79 Ora, no presente processo, como resulta do n.° 71 do presente acórdão, a isenção da retenção na fonte dos dividendos em benefício dos OIC residentes não está sujeita à condição de os dividendos recebidos pelos organismos serem redistribuídos por estes e de a sua tributação na esfera dos detentores de participações sociais permitir compensar a isenção da retenção na fonte (v., por analogia, Acórdão de 10 de maio de 2012, Santander Asset Management SGIIC e o., C‑338/11 a C‑347/11, EU:C:2012:286, n.° 52, e de 10 de abril de 2014, Emerging Markets Series of DFA Investment Trust Company, C‑190/12, EU:C:2014:249, n.° 93).

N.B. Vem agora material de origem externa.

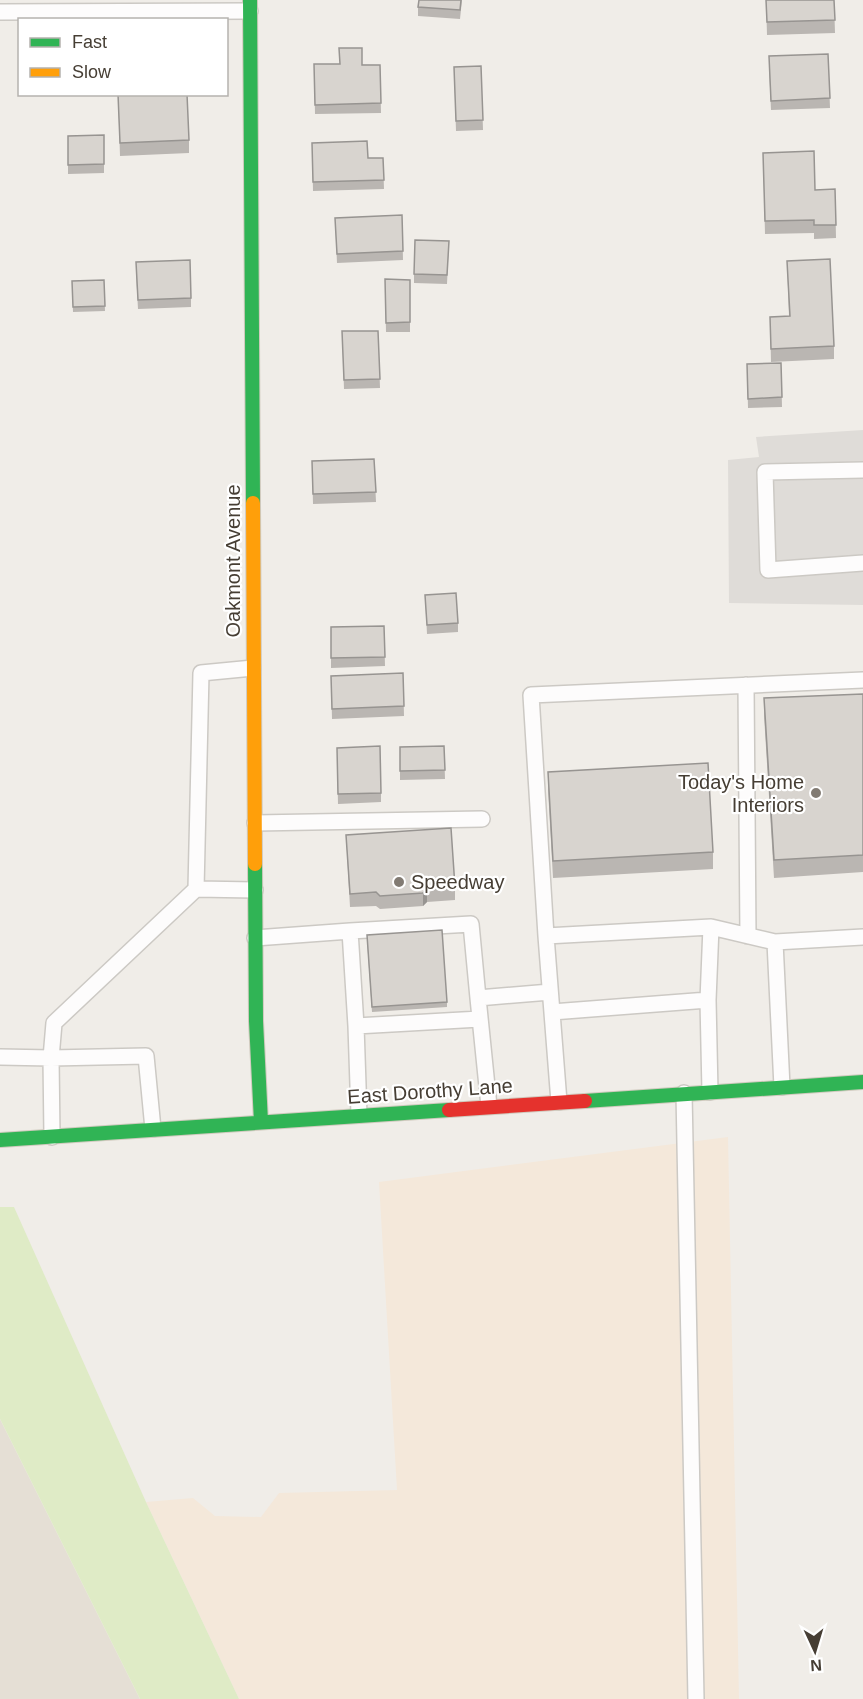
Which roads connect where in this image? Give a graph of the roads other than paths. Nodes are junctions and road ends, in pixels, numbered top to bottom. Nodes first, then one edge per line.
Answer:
1 (250, 5) edge
2 (0, 12) edge
3 (863, 470) edge
4 (863, 563) edge
5 (254, 668) junction
6 (863, 680) edge
7 (746, 685) junction
8 (482, 819) dead end
9 (255, 824) junction
10 (196, 889) junction
11 (255, 890) junction
12 (711, 927) junction
13 (350, 931) junction
14 (546, 936) junction
15 (748, 936) junction
16 (863, 937) edge
17 (255, 938) junction
18 (775, 942) junction
19 (550, 992) junction
20 (478, 998) junction
21 (708, 1000) junction
22 (552, 1012) junction
23 (480, 1019) junction
24 (356, 1026) junction
25 (0, 1057) edge
26 (51, 1058) junction
27 (863, 1082) edge
28 (782, 1087) junction
29 (710, 1092) junction
30 (684, 1093) junction
31 (559, 1102) junction
32 (489, 1106) junction
33 (359, 1115) junction
34 (261, 1122) junction
35 (153, 1129) junction
36 (52, 1137) junction
37 (0, 1140) edge
38 (696, 1699) edge

1 - 2 lane
1 - 5 street, Oakmont Avenue
3 - 4 lane
5 - 9 street, Oakmont Avenue
5 - 10 lane
6 - 7 lane
7 - 14 lane
7 - 15 lane
8 - 9 lane
9 - 11 street, Oakmont Avenue
10 - 11 lane
10 - 26 lane
11 - 17 street, Oakmont Avenue
12 - 14 lane
12 - 15 lane
12 - 21 lane
13 - 17 lane
13 - 20 lane
13 - 24 lane
14 - 19 lane
15 - 18 lane
16 - 18 lane
17 - 34 street, Oakmont Avenue
18 - 28 lane
19 - 20 lane
19 - 22 lane
20 - 23 lane
21 - 22 lane
21 - 29 lane
22 - 31 lane
23 - 24 lane
23 - 32 lane
24 - 33 lane
25 - 26 lane
26 - 35 lane
26 - 36 lane
27 - 28 street, East Dorothy Lane
28 - 29 street, East Dorothy Lane
29 - 30 street, East Dorothy Lane
30 - 31 street, East Dorothy Lane
30 - 38 lane
31 - 32 street, East Dorothy Lane
32 - 33 street, East Dorothy Lane
33 - 34 street, East Dorothy Lane
34 - 35 street, East Dorothy Lane
35 - 36 street, East Dorothy Lane
36 - 37 street, East Dorothy Lane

80 Consequentemente, não há uma relação direta, na aceção da jurisprudência referida no n.° 78 do presente acórdão, entre a isenção da retenção na fonte dos dividendos de origem nacional auferidos por um OIC residente e a tributação dos referidos dividendos enquanto rendimentos dos detentores de participações sociais nesse organismo.

81 A necessidade de preservar a coerência do regime fiscal nacional não pode, por conseguinte, ser invocada para justificar a restrição à livre circulação de capitais induzida pela legislação nacional em causa no processo principal.

82 No que diz respeito, em segundo lugar, à necessidade de preservar uma repartição equilibrada do poder de tributar entre a República Portuguesa e a República Federal da Alemanha, há que recordar que, como o Tribunal de Justiça declarou reiteradamente, a justificação baseada na preservação da repartição equilibrada do poder de tributar entre os Estados‑Membros pode ser admitida quando o regime em causa visa prevenir comportamentos suscetíveis de comprometer o direito de um Estado‑Membro exercer a sua competência fiscal em relação às atividades realizadas no seu território (v., neste sentido, Acórdão de 22 de novembro de 2018, Sofina e o., C‑575/17, EU:C:2018:943, n.° 57 e jurisprudência referida, e de 20 de janeiro de 2021, Lexel, C‑484/19, EU:C:2021:34, n.° 59).

83 No entanto, como o Tribunal de Justiça também já declarou, quando um Estado‑Membro tenha optado, como na situação em causa no processo principal, por não tributar os OIC residentes beneficiários de dividendos de origem nacional, não pode invocar a necessidade de garantir uma repartição equilibrada do poder de tributar entre os Estados‑Membros para justificar a tributação dos OIC não residentes beneficiários desses rendimentos (Acórdão de 21 de junho de 2018, Fidelity Funds e o., C‑480/16, EU:C:2018:480, n.° 71 e jurisprudência referida).

84 Daqui resulta que a justificação baseada na preservação de uma repartição equilibrada do poder de tributar entre os Estados‑Membros também não pode ser acolhida.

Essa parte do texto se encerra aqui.